In the boxes of the European Commission since 2012, this text represented, beyond its primary meaning, an opportunity for Brussels to put Europe back on the international scene to weigh in against the global giants, the GAFA in the lead, Facebook and Google. being often criticized for their use of the personal data of its users. Indeed, by establishing an arsenal of sanctions in the event of a breach of the regulation, up to a fine of up to 20 million euros or 4% of the company’s global annual turnover, the European Union hopes to weigh more in the global digital landscape. In addition, mistrust of the American digital giants is at its height in a context marked by the Cambridge Analytica scandal, which earned Mark Zuckerberg a visit to MEPs in Brussels in May.

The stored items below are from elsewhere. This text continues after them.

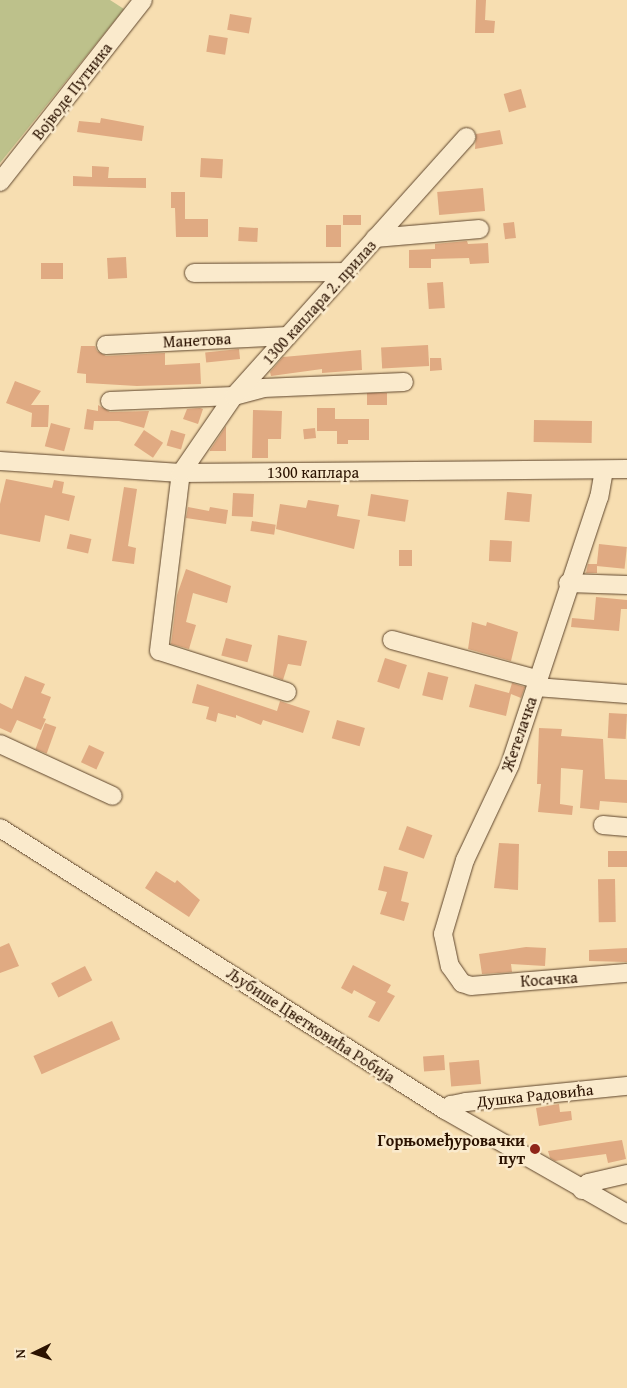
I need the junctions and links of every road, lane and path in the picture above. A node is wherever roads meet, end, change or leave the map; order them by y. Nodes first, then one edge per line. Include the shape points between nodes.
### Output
1 (143, 0) edge
2 (466, 137) dead end
3 (0, 182) edge
4 (480, 230) dead end
5 (375, 238) junction
6 (345, 272) junction
7 (194, 273) dead end
8 (288, 336) junction
9 (106, 345) dead end
10 (404, 382) dead end
11 (234, 396) junction
12 (110, 401) dead end
13 (0, 461) edge
14 (604, 470) junction
15 (627, 470) edge
16 (181, 473) junction
17 (568, 583) junction
18 (627, 585) edge
19 (392, 640) dead end
20 (536, 683) junction
21 (287, 692) dead end
22 (627, 694) edge
23 (0, 744) edge
24 (113, 796) dead end
25 (603, 825) dead end
26 (627, 827) edge
27 (0, 828) edge
28 (627, 973) edge
29 (471, 986) joint
30 (627, 1086) edge
31 (445, 1110) junction
32 (627, 1174) edge
33 (582, 1190) junction
34 (627, 1214) edge

1 - 3 street, Војводе Путника
2 - 5 street, 1300 каплара 2. прилаз
4 - 5 street
5 - 6 street, 1300 каплара 2. прилаз
6 - 7 street
6 - 8 street, 1300 каплара 2. прилаз
8 - 9 street, Манетова
8 - 11 street, 1300 каплара 2. прилаз
10 - 11 street via 263,388
11 - 12 street
11 - 16 street, 1300 каплара 2. прилаз
13 - 16 street, 1300 каплара
14 - 15 street, 1300 каплара
14 - 16 street, 1300 каплара
14 - 17 street, Жетелачка via 599,498
16 - 21 street via 159,651
17 - 18 street
17 - 20 street, Жетелачка
19 - 20 street
20 - 22 street
20 - 29 street, Жетелачка via 510,765 468,853 446,917 443,934 450,966 462,983
23 - 24 street
25 - 26 street
27 - 31 street, Љубише Цветковића Робија
28 - 29 street, Косачка
30 - 31 street, Душка Радовића via 466,1102 451,1105
31 - 33 street, Љубише Цветковића Робија
32 - 33 street via 588,1183
33 - 34 street, Љубише Цветковића Робија

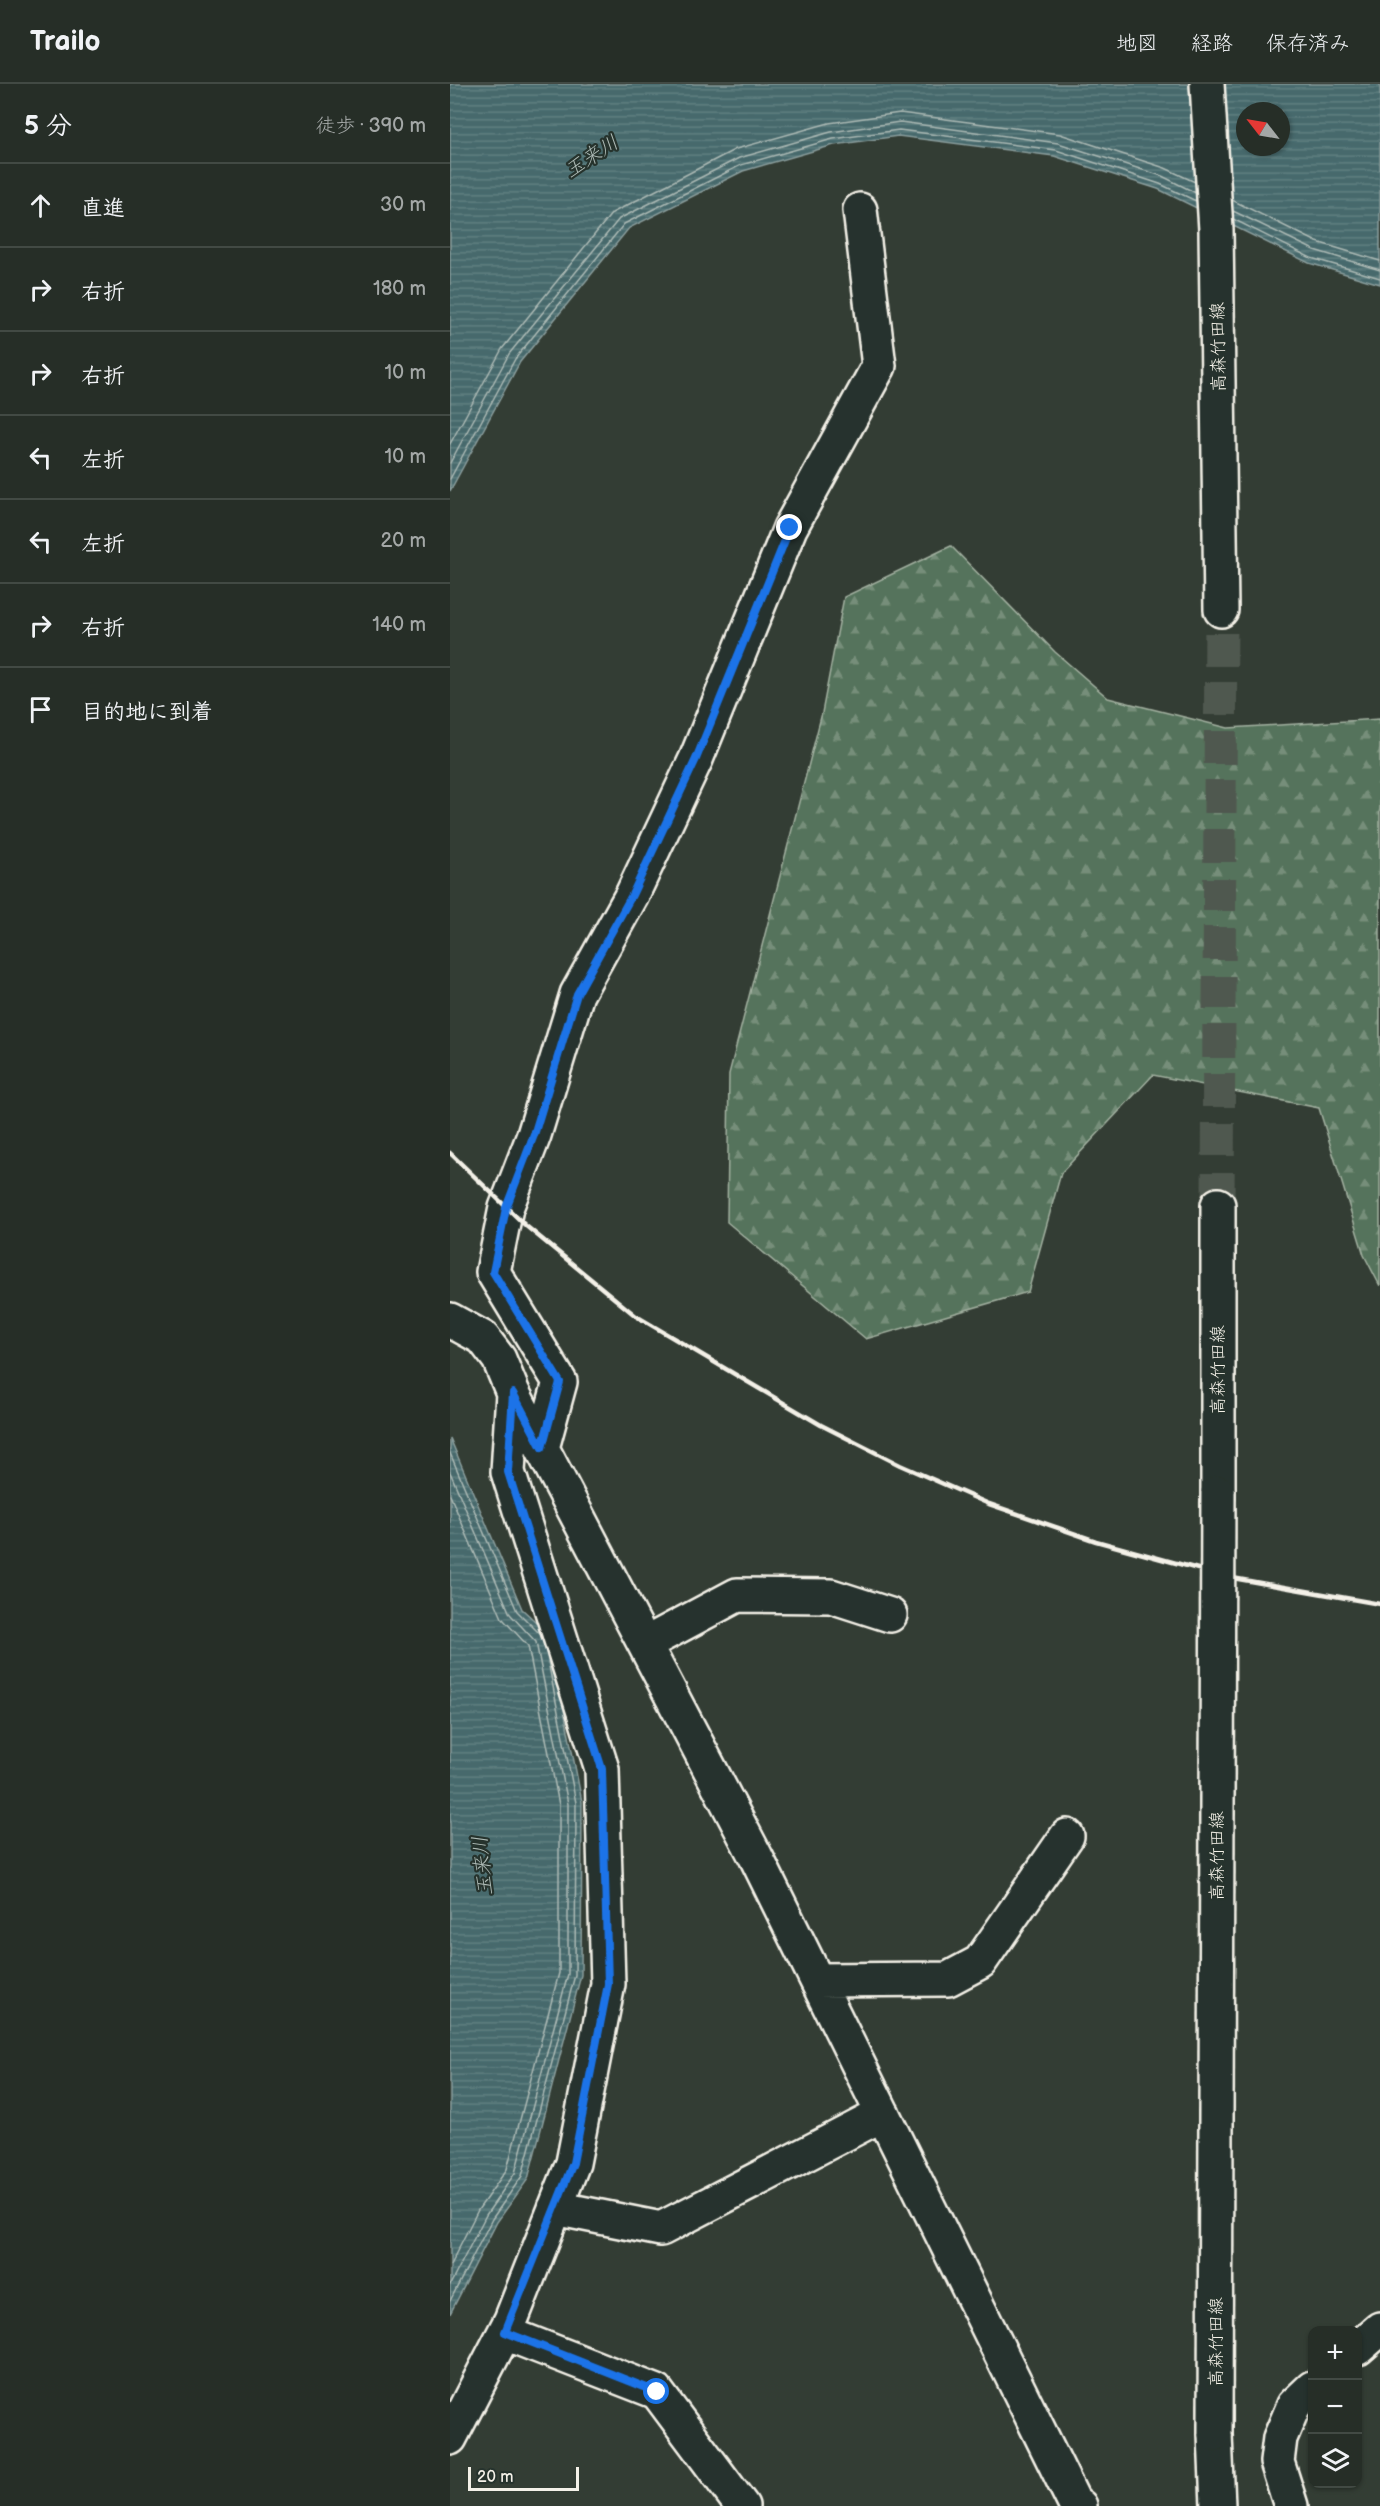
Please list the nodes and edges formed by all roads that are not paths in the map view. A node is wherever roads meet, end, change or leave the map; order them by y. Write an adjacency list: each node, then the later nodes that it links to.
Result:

Taking a close interest in the subject, Mathias Chichportich, lawyer and author of the book Deadly transparency (Albin Michel) with Denis Olivennes, believes that the GDPR is heading in the right direction. Is this text sufficient for all that to calm the ardor of the mastodons that are Google and Facebook? On the occasion of the summit of Napoleons which took place this summer in Arles from July 18 to 21, he gave us his feelings on the GDPR and the European Union’s strategy to regulate GAFA. As a reminder, Brussels imposed a record fine of 4.3 billion euros on Google for abuse of a dominant position with Android.